Author(s)

Dr Anirban Mukherjee, Smaranya Singha Roy

  • Manuscript ID: 120141
  • Volume 2, Issue 3, Feb 2026
  • Pages: 107–124

Subject Area: Biological Sciences

DOI: https://doi.org/10.5281/zenodo.18783848
Abstract

The opening year of the twenty-first century constitutes a watershed moment in the historical evolution of genomics, marking a shift from an exclusive, resource-intensive enterprise to a globally distributed, high-resolution discipline. This review summarises the main technological and conceptual developments that have been realised since the year 2000 up until 2025 and evaluates their implications on basic research, clinical translation and cross-national cooperation. Eponymous triumphs involve the achievement of the Human Genome Project and consequent definition of genome regulatory rootlessness, emergence of sequencing that is next generation, and occurrence of the high accuracy of world rudiments instruments such as the CRISPR Cas methods. In the same time, the advent of single-cell and spatial multi-omics has generated unmatched comprehension of cellular heterogeneity and tissue organization, while artificial intelligence has markedly expedited protein structure modeling, variant interpretation, and drug discovery. Several consortia, including those focused on large-scale coverage (e.g., GenomeAsia 100K and the Earth BioGenome Project), are broadening the coverage of reference genomes and their accessibility, and new ethical, legal, and policy issues are emerging to do so.
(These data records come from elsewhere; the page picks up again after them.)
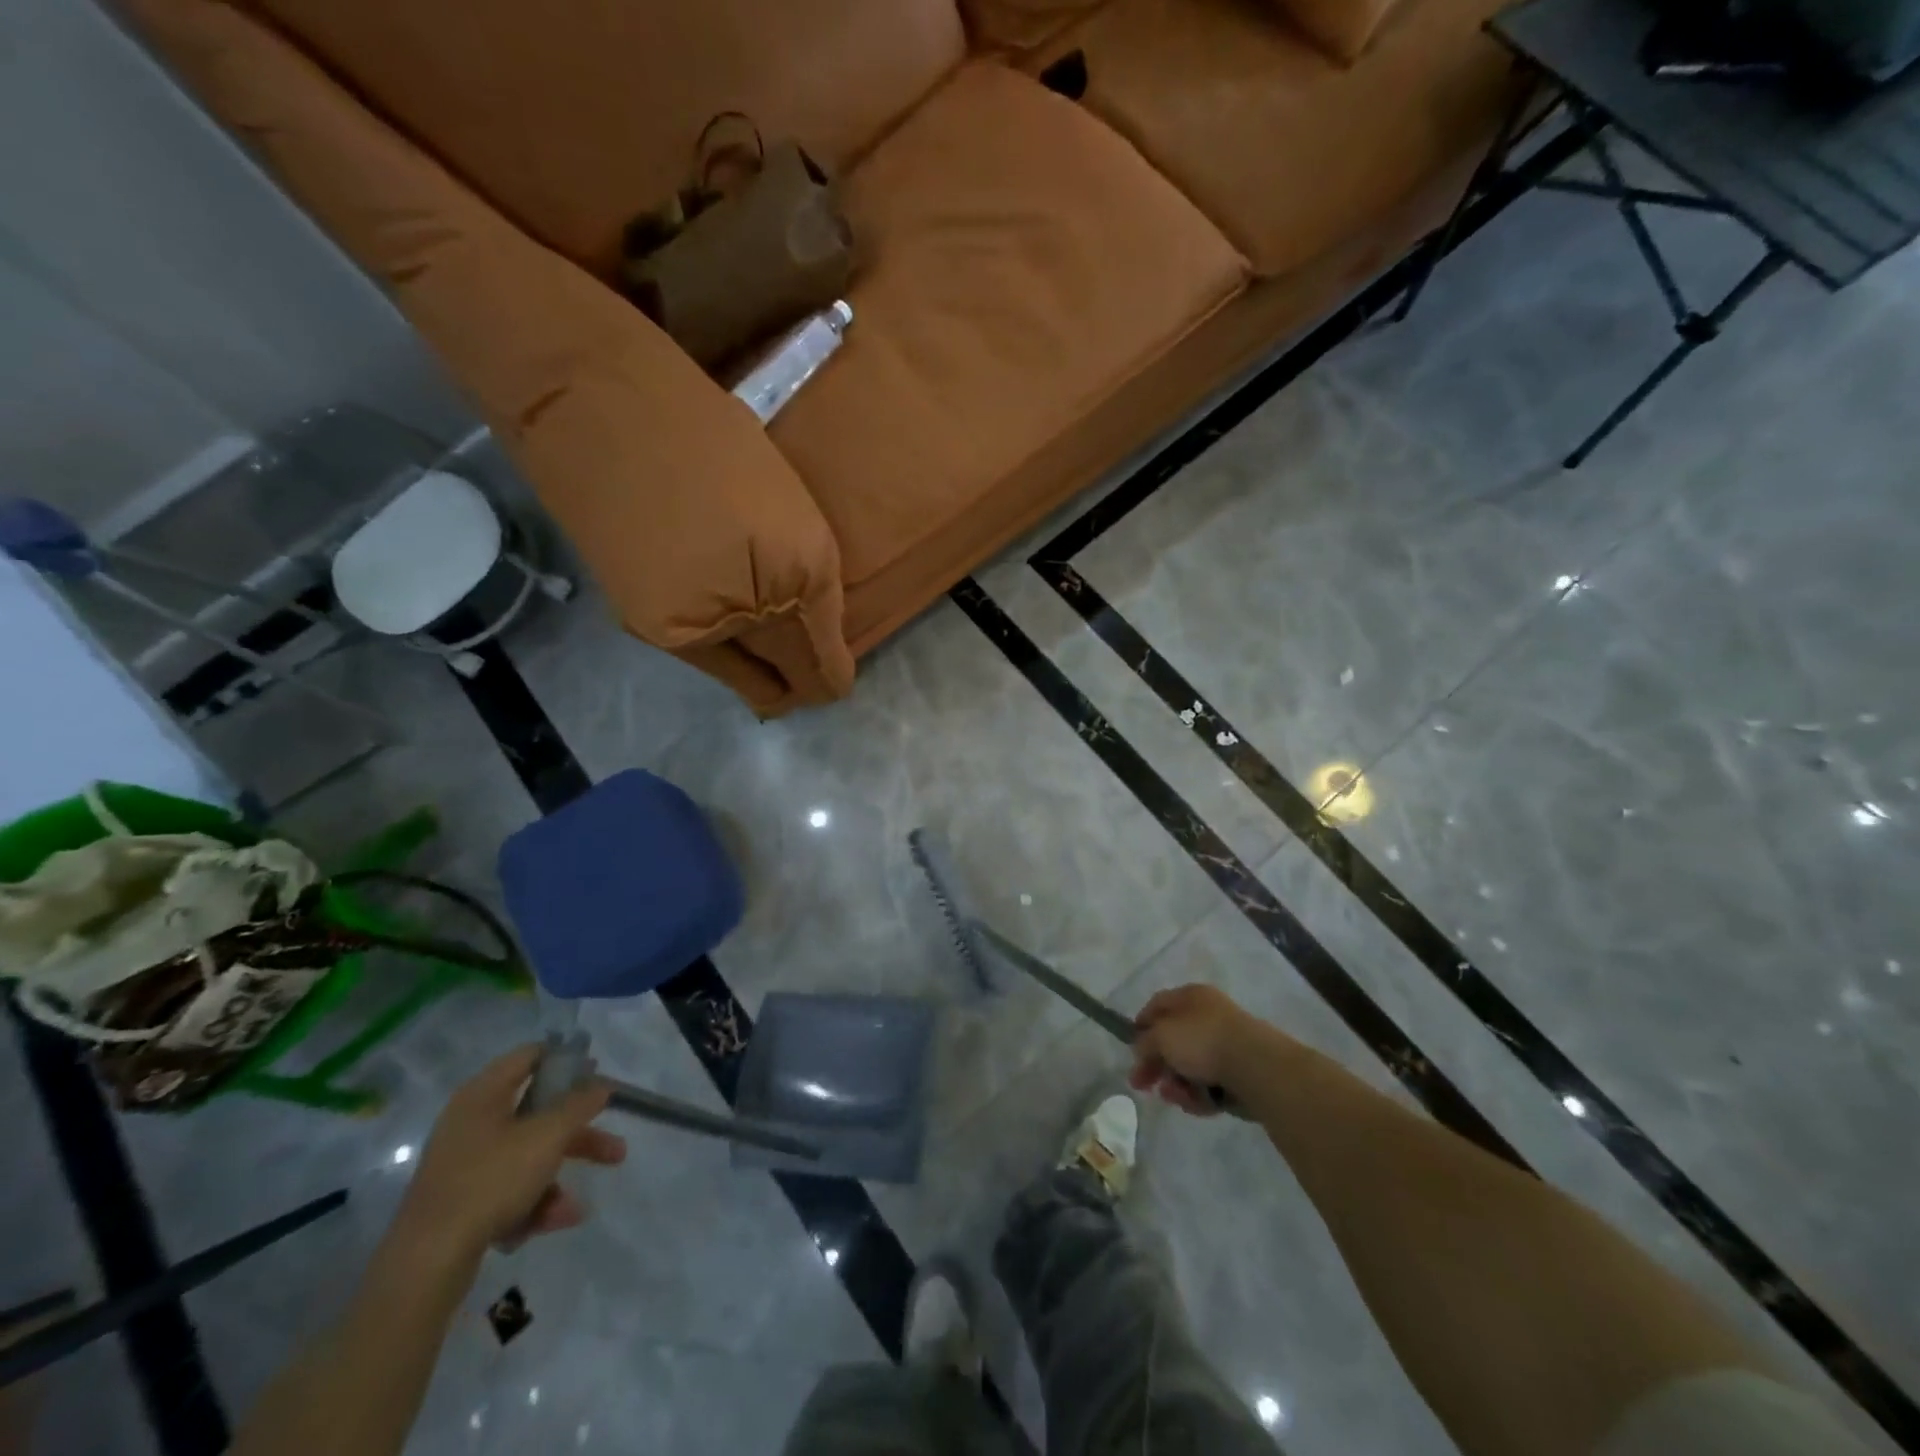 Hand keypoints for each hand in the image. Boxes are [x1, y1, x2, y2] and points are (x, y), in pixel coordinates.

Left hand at [394, 1045, 626, 1261]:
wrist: (427, 1263)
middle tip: (614, 1146)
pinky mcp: (462, 1202)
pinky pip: (509, 1190)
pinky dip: (534, 1203)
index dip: (566, 1060)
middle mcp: (472, 1123)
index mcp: (484, 1095)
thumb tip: (601, 1085)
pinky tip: (553, 1223)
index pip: (530, 1056)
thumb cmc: (491, 1180)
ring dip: (558, 1176)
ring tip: (578, 1208)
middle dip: (578, 1134)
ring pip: (527, 1157)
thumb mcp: (547, 1135)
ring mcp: (465, 1165)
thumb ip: (579, 1105)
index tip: (596, 1072)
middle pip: (538, 1115)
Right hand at [1130, 984, 1263, 1115]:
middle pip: (1173, 1040)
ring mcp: (1226, 1045)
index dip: (1141, 1025)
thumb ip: (1145, 1043)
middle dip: (1155, 1064)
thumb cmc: (1202, 1040)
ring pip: (1190, 1066)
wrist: (1255, 1067)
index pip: (1158, 1005)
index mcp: (1191, 996)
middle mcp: (1208, 1015)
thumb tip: (1141, 1050)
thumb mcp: (1161, 1036)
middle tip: (1141, 1085)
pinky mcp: (1239, 1073)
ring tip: (1175, 1096)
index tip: (1130, 1048)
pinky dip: (1199, 1094)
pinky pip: (1210, 1083)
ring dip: (1176, 1083)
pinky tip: (1197, 1103) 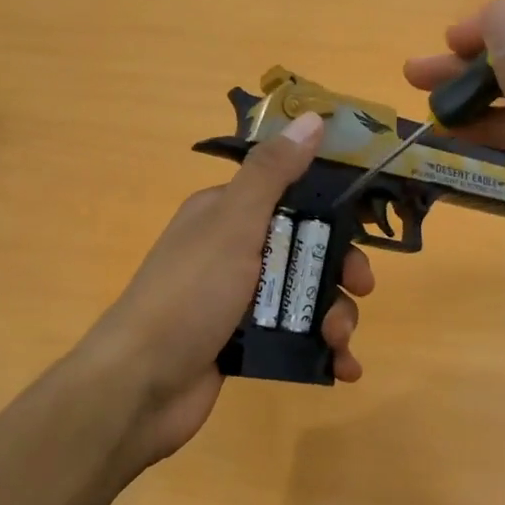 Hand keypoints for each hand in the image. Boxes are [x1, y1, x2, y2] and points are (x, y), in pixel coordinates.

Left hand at [84, 111, 373, 467]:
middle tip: (360, 290)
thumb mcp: (233, 224)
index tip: (364, 230)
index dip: (331, 212)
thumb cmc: (189, 294)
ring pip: (304, 297)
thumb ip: (273, 173)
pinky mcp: (243, 344)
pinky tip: (343, 368)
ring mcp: (238, 301)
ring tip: (339, 341)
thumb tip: (312, 119)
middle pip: (305, 251)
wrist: (140, 385)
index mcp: (226, 214)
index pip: (291, 198)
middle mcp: (233, 252)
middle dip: (340, 272)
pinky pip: (294, 338)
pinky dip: (322, 352)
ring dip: (335, 316) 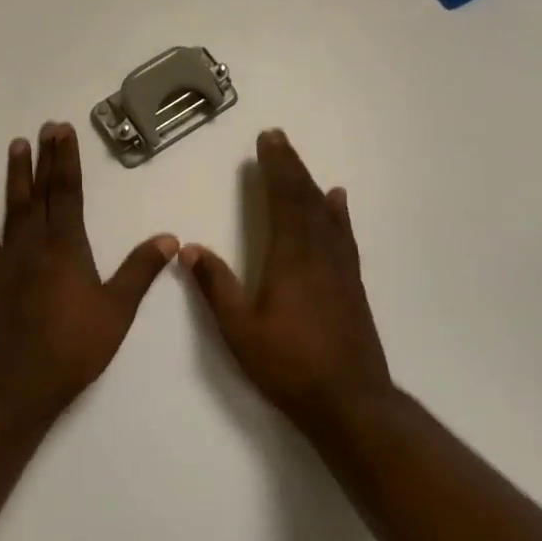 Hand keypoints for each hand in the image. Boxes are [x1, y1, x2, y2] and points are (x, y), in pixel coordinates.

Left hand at [0, 122, 177, 423]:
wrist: (17, 384)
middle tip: (45, 127)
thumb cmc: (73, 348)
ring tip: (16, 146)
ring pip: (13, 208)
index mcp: (68, 247)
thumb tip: (168, 238)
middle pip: (41, 192)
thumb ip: (140, 271)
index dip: (67, 160)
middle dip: (45, 158)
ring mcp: (8, 259)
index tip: (63, 131)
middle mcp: (36, 244)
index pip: (69, 192)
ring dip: (15, 176)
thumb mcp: (117, 311)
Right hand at [183, 130, 392, 432]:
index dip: (275, 168)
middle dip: (290, 166)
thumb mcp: (239, 330)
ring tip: (300, 163)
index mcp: (290, 259)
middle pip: (304, 199)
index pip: (282, 200)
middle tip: (278, 138)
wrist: (350, 402)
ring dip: (310, 183)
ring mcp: (340, 268)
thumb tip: (189, 248)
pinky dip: (338, 213)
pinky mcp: (352, 284)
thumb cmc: (289, 365)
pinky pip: (343, 235)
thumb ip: (216, 287)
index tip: (267, 140)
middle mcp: (318, 254)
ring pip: (325, 214)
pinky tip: (338, 202)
Collectively, these developments have reconfigured discovery pathways, fostered precision medicine, and elevated the societal relevance of genomics. In the future, multimodal dataset integration using analytics powered by AI is expected to bring measurable gains to health, drive environmental stewardship and directional biological exploration.

Keywords
genomicsgeneticssingle-celllong-read sequencingmulti-omicsprecision medicine.